Batlamyus Kimdir, Hayatı, Eserleri, Hakkında Bilgi

Batlamyus, (ö. 168 [?]) İslâm astronomisi üzerinde önemli etkileri olan İskenderiyeli astronom, matematikçi, coğrafyacı ve müzik bilgini.

108 yılı civarında doğduğu tahmin edil­mektedir. Greko- Romen literatüründe Claudius Ptolemaios, klasik İslâm kay­naklarında Batlamyus veya Batlamyus el-Kalûzî diye anılan bu ünlü astronom ve coğrafya bilgininin hayatı hakkında gerek Doğu gerekse Batı kay­naklarında yeterli bilgi yoktur. Mevcut bilgiler de yer yer birbiriyle çelişmekte­dir. Meselâ Mes’ûdî Mürûcü’z-zeheb’-de (I, 303) onu, Büyük İskender’den sonra Mısır’da hüküm süren Batlamyus ha­nedanından biri olarak gösterirken et-Tenbîh ve’î-işrâî adlı eserinde s. 1151, eî-Mecistî müellifi olan Batlamyus’un adı geçen hükümdar ailesiyle bir İlişkisi bulunmadığını belirtir. Daha sonra Roma imparatorlarının altıncısı (gerçekte üçün­cüsü) Claudius’un oğlu olduğuna dair zayıf bir rivayeti de zikreden Mes’ûdî, el-Mecistî’de kaydedilen bazı astronomik gözlemlerden hareketle Batlamyus’un, yirmi iki yıl Roma krallığı yapmış olan ve 161 yılında Ölen Antoninus (Pius) za­manında yaşadığını doğru olarak tesbit etmiştir. Kâdî Sâid el-Endelüsîde ei-Mecistf’yi kaynak göste­rerek Roma İmparatoru Hadrianus’un krallığının on dokuzuncu yılında Batlam­yus’un astronomik gözlemler yaptığını ifade eder ve onun Batlamyus haneda­nına mensup olduğunu iddia etmenin fahiş bir hata sayılacağına dikkat çeker. Nitekim İb-nü’n-Nedîm de onun Hadrianus ve An­toninus zamanında yaşadığını ve gözlem­ler yaptığını kaydetmiştir. İslâm kaynakları. Batlamyus’un İlk­çağ astronomi bilginlerinden Hippark-hos’un öğrencisi olduğu tarzındaki bil­ginin doğru olmadığına, çünkü araların­da 280 yıl gibi bir zaman farkı bulun­duğuna da dikkat çekerler.

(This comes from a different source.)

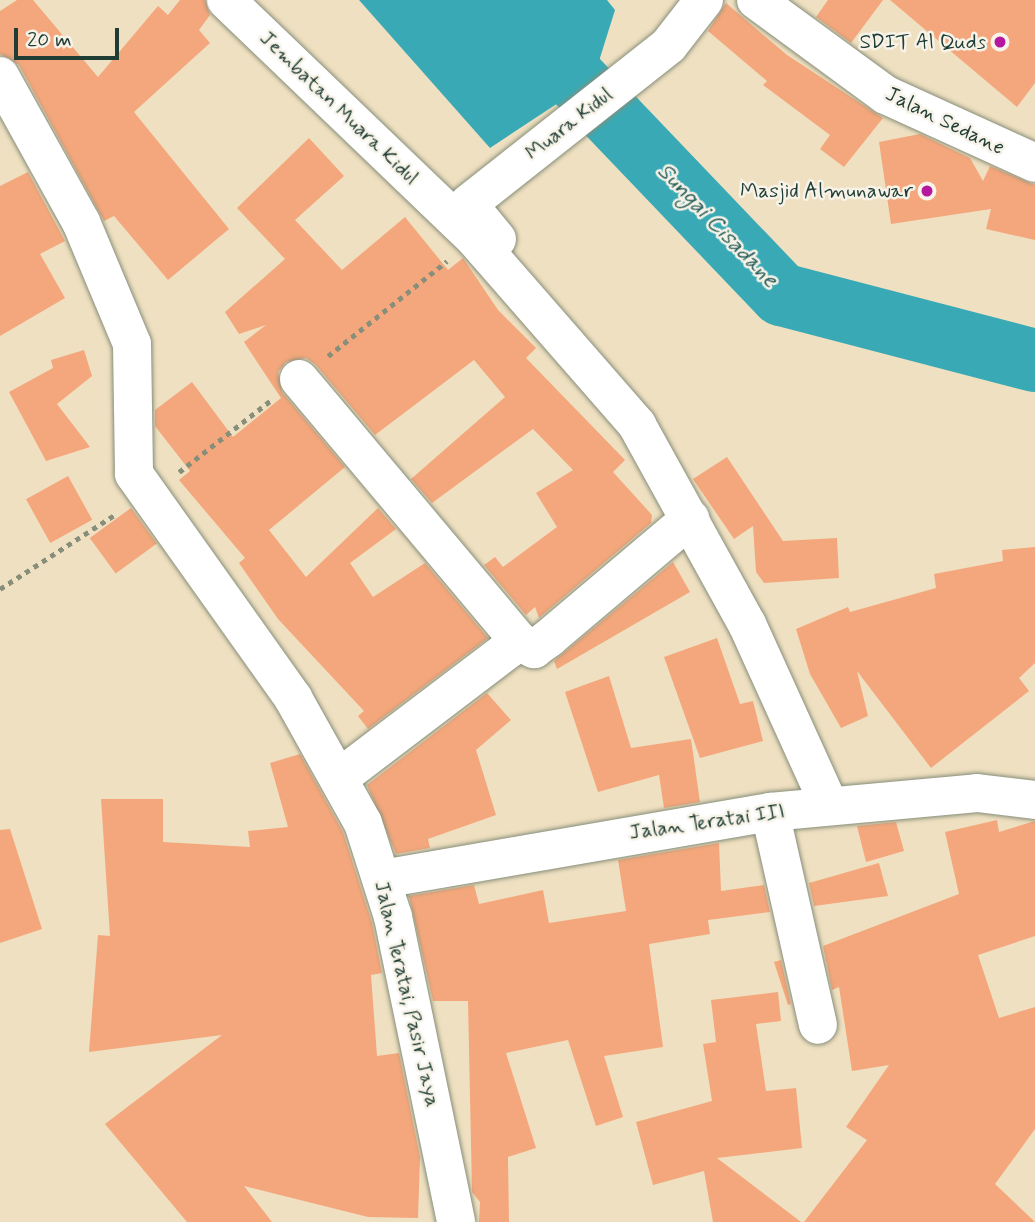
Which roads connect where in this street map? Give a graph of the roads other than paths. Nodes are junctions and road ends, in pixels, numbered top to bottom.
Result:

Bütün İslâm kaynakları Batlamyus’un İskenderiye’de doğup büyüdüğünü, öğ­renimini orada gördüğünü, astronomi ve diğer konulardaki araştırmalarını İs­kenderiye’de yaptığını görüş birliği ha­linde belirtirken Bizanslı Theodorus Meliteniota onun Ptolemaios Hermii adlı şe­hirde doğduğunu iddia eder.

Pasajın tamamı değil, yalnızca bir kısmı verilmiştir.